Fig. 5. M45–RHIM prevents RIP3 fibrils from self-assembling into cellular puncta.

a M45 do not repress RIP1-RIP3 binding in necrosome. RIP3-HeLa cells were infected with empty virus (vector) or lentiviral virus encoding Myc-tagged M45 (1–292) in the presence of T/S/Z for 6 h. Whole-cell lysates were subjected to immunoprecipitation with anti-Flag M2 beads or anti-Myc beads. The total cell lysates and immunoprecipitates were immunoblotted with the indicated antibodies. b M45 can block TNF-induced cellular RIP3 puncta formation. RIP3-HeLa cells infected with empty virus (vector) or lentiviral virus encoding Myc-tagged M45 (1–292) were treated as the indicated for 6 h. The distribution of RIP3 (red) was detected by immunofluorescence as described in “Materials and Methods.” The scale bar represents 5 μm. c Assembly profile of different peptides (M45 + RIP3) (purple); M45 (gray); RIP3 (red) monitored by ThT fluorescence binding assay as described in “Materials and Methods.” d EM image of M45 + RIP3 heteromeric amyloid fibrils formed by dilution equimolar mixed RIP3 and M45 stock solution into water as described in “Materials and Methods” (scale bar 100 nm). e AFM images and the height profile of RIP3–M45 amyloid fibrils.
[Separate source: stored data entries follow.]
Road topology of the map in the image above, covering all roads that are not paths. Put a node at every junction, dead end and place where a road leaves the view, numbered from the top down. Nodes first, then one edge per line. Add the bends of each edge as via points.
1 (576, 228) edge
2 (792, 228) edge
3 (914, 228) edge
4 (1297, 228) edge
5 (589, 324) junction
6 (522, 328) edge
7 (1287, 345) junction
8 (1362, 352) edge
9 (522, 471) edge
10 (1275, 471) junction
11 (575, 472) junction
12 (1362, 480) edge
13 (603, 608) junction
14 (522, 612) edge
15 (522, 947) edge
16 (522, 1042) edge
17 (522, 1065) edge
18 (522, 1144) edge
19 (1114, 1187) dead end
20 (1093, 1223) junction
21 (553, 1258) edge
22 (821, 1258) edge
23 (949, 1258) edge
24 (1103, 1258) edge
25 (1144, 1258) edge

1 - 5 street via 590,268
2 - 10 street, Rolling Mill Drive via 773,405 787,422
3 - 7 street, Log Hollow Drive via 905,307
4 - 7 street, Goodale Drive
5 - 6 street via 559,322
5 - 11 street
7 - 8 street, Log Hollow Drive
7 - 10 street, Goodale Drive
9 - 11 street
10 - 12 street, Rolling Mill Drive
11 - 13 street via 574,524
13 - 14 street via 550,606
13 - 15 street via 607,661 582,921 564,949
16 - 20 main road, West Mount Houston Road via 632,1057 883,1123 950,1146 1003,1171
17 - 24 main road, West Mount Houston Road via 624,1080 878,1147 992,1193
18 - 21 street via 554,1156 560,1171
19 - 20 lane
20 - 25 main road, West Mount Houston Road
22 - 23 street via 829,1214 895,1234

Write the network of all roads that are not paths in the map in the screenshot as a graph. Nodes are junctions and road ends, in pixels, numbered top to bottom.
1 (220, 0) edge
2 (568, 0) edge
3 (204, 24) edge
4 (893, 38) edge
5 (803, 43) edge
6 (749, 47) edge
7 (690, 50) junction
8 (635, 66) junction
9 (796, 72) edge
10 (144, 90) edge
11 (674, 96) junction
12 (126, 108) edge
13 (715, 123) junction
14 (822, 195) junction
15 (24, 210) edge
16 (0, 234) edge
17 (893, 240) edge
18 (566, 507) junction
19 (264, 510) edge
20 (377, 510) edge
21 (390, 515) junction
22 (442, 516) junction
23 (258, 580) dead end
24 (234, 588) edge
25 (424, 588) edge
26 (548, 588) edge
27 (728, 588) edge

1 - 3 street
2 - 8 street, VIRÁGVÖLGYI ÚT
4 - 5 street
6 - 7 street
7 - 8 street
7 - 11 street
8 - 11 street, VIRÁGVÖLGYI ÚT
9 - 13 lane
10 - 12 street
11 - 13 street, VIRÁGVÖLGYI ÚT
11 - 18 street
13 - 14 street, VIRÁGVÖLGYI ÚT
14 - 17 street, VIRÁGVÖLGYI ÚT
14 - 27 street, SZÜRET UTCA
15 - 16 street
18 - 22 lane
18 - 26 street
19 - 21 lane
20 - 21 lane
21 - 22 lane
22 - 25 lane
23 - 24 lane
The arrow indicated the position to obtain the height profile data. Hetero RIP3–M45 fibril with a uniform height of 2.1 ± 0.3 nm. f Analysis of intracellular RIP3 aggregation. HT-29 cells infected with the indicated lentivirus were treated with T/S/Z for 8 h. The cells were harvested and homogenized, then separated into the indicated fractions as described in “Materials and Methods.” The distribution of RIP3 and M45 in indicated fractions was analyzed by western blot. S supernatant, P precipitate.